Ekonomi Digital Indonesia Diprediksi Capai USD99 Miliar: Negara Ini Naik Kelas atau Sekadar Jadi Pasar?

Nilai ekonomi digital Indonesia diproyeksikan menembus USD99 miliar pada 2025—angka besar yang menyembunyikan ketimpangan infrastruktur, dominasi platform raksasa, dan tantangan literasi digital. - Ilustrasi dari Canva

Sementara itu, di kota-kota besar, para pengemudi ojek daring dan kurir pengantaran barang bekerja dalam ekosistem yang nyaris sepenuhnya diatur oleh algoritma perusahaan platform.

Dominasi E-commerce dan Ledakan Video Commerce

Jika dibedah lebih dalam, ekonomi digital Indonesia rupa-rupanya sangat bertumpu pada satu mesin utama: e-commerce. 

Laporan e-Conomy SEA 2025 menghitung bahwa e-commerce menyumbang sekitar USD71 miliar dari total USD99 miliar GMV, atau lebih dari dua pertiga nilai ekonomi digital nasional. Sektor transportasi dan pesan-antar makanan diperkirakan menyumbang sekitar USD10 miliar, sementara online travel dan media online masing-masing di kisaran USD9 miliar.

Bacaan Lainnya

Fenomena baru yang disebut video commerce mempercepat konsentrasi ini. Konten video pendek yang diselipkan fitur keranjang belanja, siaran langsung dengan flash sale, dan promosi agresif lintas platform membuat perilaku belanja masyarakat bergeser. 

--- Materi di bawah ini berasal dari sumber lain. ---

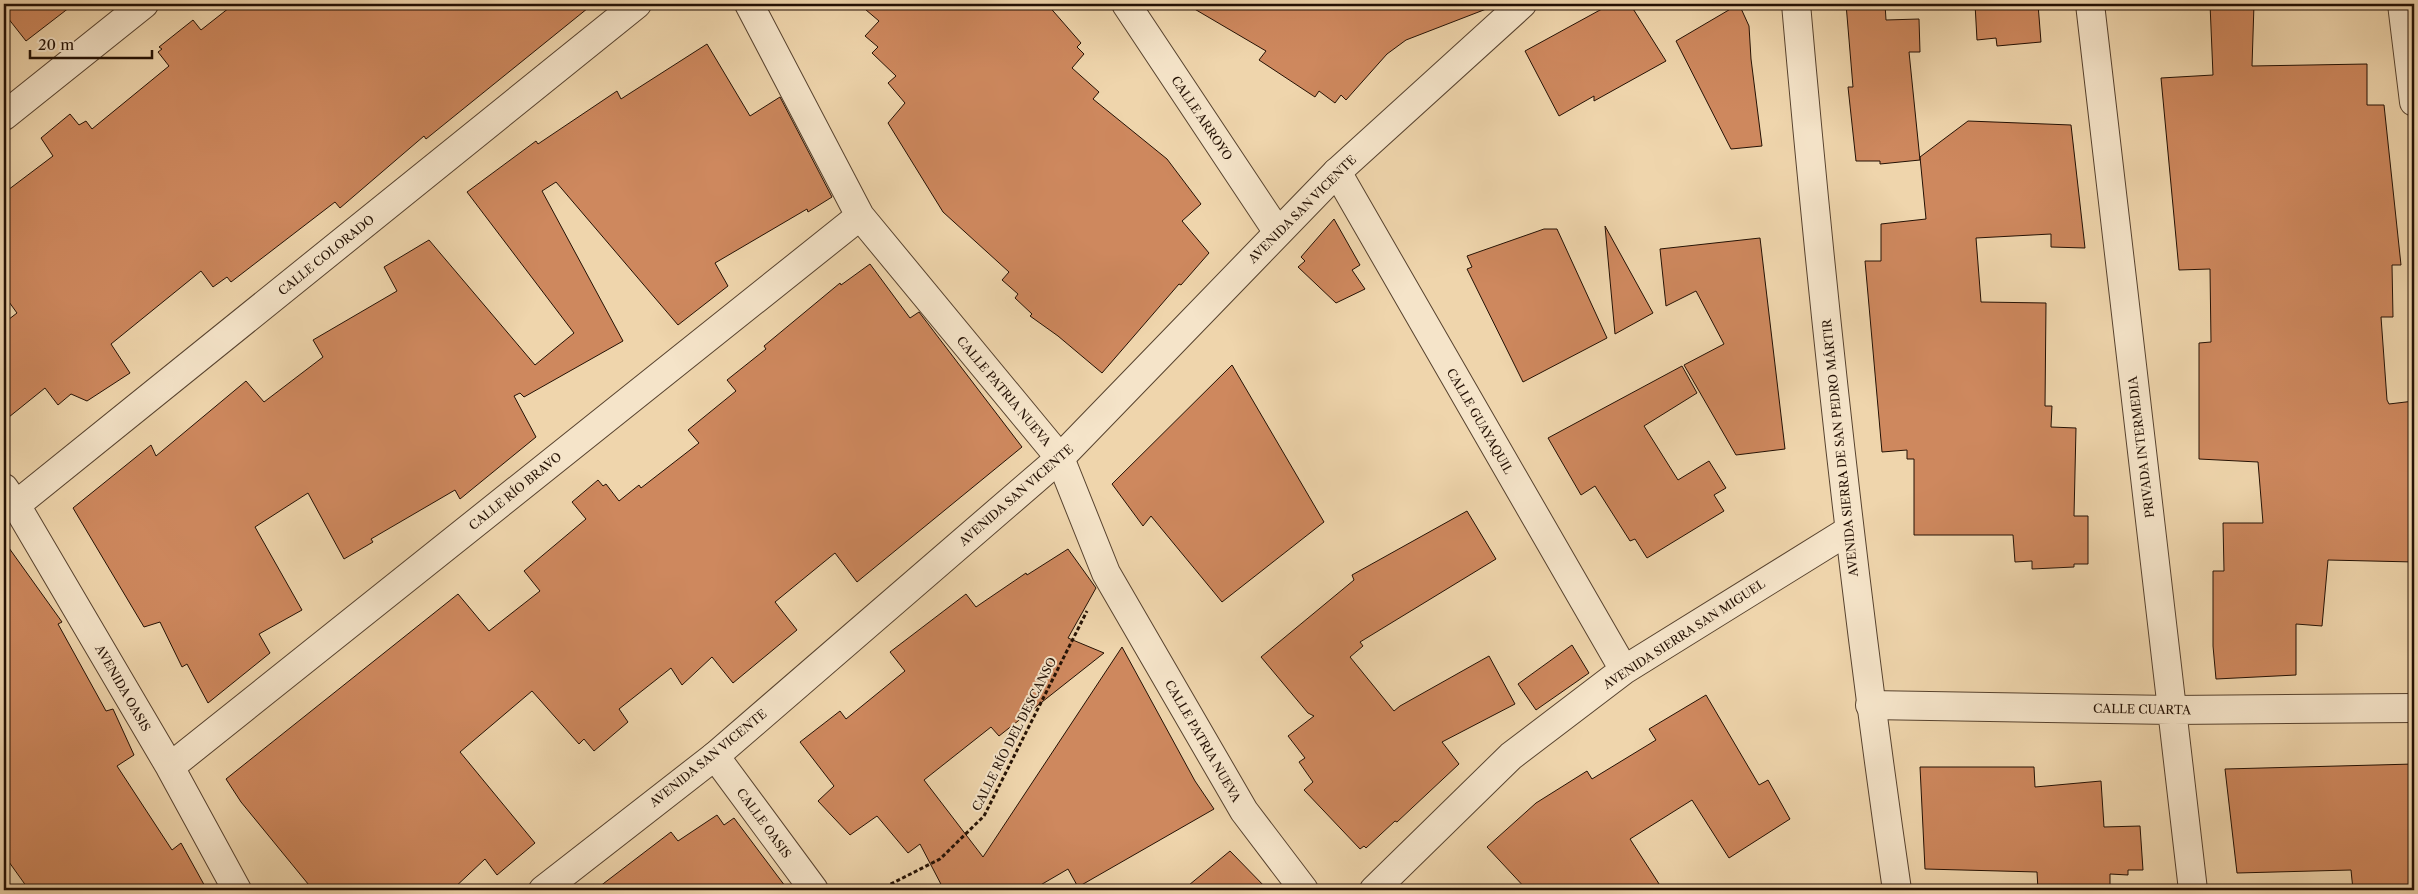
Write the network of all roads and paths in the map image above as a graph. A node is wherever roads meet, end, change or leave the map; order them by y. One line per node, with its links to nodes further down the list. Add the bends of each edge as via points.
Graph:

Menurut Google, volume transaksi video commerce di Indonesia tumbuh sekitar 90 persen secara tahunan, dengan jumlah penjual yang memanfaatkan format ini naik 75 persen menjadi sekitar 800 ribu akun.

Dalam narasi resmi, ledakan video commerce ini sering disebut sebagai pintu demokratisasi bagi UMKM dan kreator. Namun, di sisi lain, ia juga memperkuat ketergantungan pedagang kecil pada satu-dua platform besar, dari desain promosi hingga logistik dan sistem pembayaran—suatu bentuk ketergantungan yang pada akhirnya bermuara pada kuasa algoritma dan struktur biaya yang ditentukan sepihak.

Funding Winter dan Kuasa Modal Asing

Di tengah grafik GMV yang terus menanjak, ada kurva lain yang justru bergerak turun: investasi ke startup digital Indonesia. Direktur Ekonomi Digital CELIOS, Nailul Huda, mengingatkan bahwa puncak euforia justru sudah lewat.

“Pada 2021, investasi ke startup digital mencapai sekitar Rp144 triliun. Tahun 2022 turun menjadi sekitar Rp63 triliun, dan pada 2023–2024 cenderung melemah,” kata Nailul, dalam paparan Outlook 2025: Mengakselerasi Pertumbuhan Ekonomi Indonesia, pada 30 Januari 2025.